- **BRIEF**: An exact copy of all the entries below is what this task needs.

(Stored items)
Segment Open

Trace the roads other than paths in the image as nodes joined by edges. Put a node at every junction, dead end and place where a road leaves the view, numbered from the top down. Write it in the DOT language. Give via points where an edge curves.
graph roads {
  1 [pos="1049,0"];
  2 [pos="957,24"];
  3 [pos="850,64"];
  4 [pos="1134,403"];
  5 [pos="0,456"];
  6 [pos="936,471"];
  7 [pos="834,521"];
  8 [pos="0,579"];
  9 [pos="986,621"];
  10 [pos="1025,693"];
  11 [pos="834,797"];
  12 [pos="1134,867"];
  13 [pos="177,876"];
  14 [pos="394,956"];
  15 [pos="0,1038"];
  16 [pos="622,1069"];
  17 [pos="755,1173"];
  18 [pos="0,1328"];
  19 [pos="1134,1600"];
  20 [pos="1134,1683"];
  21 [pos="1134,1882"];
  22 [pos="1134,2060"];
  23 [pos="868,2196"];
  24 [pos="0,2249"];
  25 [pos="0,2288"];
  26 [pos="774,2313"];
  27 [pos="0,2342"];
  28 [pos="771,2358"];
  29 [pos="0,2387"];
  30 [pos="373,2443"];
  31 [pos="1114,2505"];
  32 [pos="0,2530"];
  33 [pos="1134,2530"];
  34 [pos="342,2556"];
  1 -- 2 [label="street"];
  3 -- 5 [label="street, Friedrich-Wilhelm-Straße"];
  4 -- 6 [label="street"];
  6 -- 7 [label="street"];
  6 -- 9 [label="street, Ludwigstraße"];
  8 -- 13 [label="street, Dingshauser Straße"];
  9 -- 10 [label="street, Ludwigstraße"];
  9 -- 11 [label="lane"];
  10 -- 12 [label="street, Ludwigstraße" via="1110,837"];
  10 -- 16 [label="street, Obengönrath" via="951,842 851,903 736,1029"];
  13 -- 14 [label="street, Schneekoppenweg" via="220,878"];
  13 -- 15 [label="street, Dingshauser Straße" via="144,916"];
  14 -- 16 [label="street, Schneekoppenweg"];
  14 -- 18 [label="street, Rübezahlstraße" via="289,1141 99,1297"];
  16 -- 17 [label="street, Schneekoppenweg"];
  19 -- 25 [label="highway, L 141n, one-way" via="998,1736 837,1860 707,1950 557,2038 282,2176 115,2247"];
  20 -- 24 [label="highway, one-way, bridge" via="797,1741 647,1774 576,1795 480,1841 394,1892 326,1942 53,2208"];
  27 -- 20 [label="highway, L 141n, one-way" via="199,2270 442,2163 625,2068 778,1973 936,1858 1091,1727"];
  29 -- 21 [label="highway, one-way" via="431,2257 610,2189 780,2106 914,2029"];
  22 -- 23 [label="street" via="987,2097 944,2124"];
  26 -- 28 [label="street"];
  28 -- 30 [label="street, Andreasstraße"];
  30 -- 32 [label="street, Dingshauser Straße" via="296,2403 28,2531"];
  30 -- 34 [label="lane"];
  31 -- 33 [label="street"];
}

Segment Closed

- **WRITTEN SOLUTION**:
Trace the roads other than paths in the image as nodes joined by edges. Put a node at every junction, dead end and place where a road leaves the view, numbered from the top down. Write it in the DOT language. Give via points where an edge curves.
graph roads {
  1 [pos="1049,0"];
  2 [pos="957,24"];
  3 [pos="850,64"];
  4 [pos="1134,403"];
  5 [pos="0,456"];
  6 [pos="936,471"];
  7 [pos="834,521"];
  8 [pos="0,579"];
  9 [pos="986,621"];
  10 [pos="1025,693"];
  11 [pos="834,797"];
  12 [pos="1134,867"];
  13 [pos="177,876"];
  14 [pos="394,956"];
  15 [pos="0,1038"];
  16 [pos="622,1069"];
  17 [pos="755,1173"];
  18 [pos="0,1328"];
  19 [pos="1134,1600"];
  20 [pos="1134,1683"];
  21 [pos="1134,1882"];
  22 [pos="1134,2060"];
  23 [pos="868,2196"];
  24 [pos="0,2249"];
  25 [pos="0,2288"];
  26 [pos="774,2313"];
  27 [pos="0,2342"];
  28 [pos="771,2358"];
  29 [pos="0,2387"];
  30 [pos="373,2443"];
  31 [pos="1114,2505"];
  32 [pos="0,2530"];
  33 [pos="1134,2530"];
  34 [pos="342,2556"];
  1 -- 2 [label="street"];
  3 -- 5 [label="street, Friedrich-Wilhelm-Straße"];
  4 -- 6 [label="street"];
  6 -- 7 [label="street"];
  6 -- 9 [label="street, Ludwigstraße"];
  8 -- 13 [label="street, Dingshauser Straße"];
  9 -- 10 [label="street, Ludwigstraße"];
  9 -- 11 [label="lane"];
  10 -- 12 [label="street, Ludwigstraße" via="1110,837"];
  10 -- 16 [label="street, Obengönrath" via="951,842 851,903 736,1029"];
  13 -- 14 [label="street, Schneekoppenweg" via="220,878"];
  13 -- 15 [label="street, Dingshauser Straße" via="144,916"];
  14 -- 16 [label="street, Schneekoppenweg"];
  14 -- 18 [label="street, Rübezahlstraße" via="289,1141 99,1297"];
  16 -- 17 [label="street, Schneekoppenweg"];
  19 -- 25 [label="highway, L 141n, one-way" via="998,1736 837,1860 707,1950 557,2038 282,2176 115,2247"];
  20 -- 24 [label="highway, one-way, bridge" via="797,1741 647,1774 576,1795 480,1841 394,1892 326,1942 53,2208"];
  27 -- 20 [label="highway, L 141n, one-way" via="199,2270 442,2163 625,2068 778,1973 936,1858 1091,1727"];
  29 -- 21 [label="highway, one-way" via="431,2257 610,2189 780,2106 914,2029"];
  22 -- 23 [label="street" via="987,2097 944,2124"];
  26 -- 28 [label="street"];
  28 -- 30 [label="street, Andreasstraße"];
  30 -- 32 [label="street, Dingshauser Straße" via="296,2403 28,2531"];
  30 -- 34 [label="lane"];
  31 -- 33 [label="street"];
}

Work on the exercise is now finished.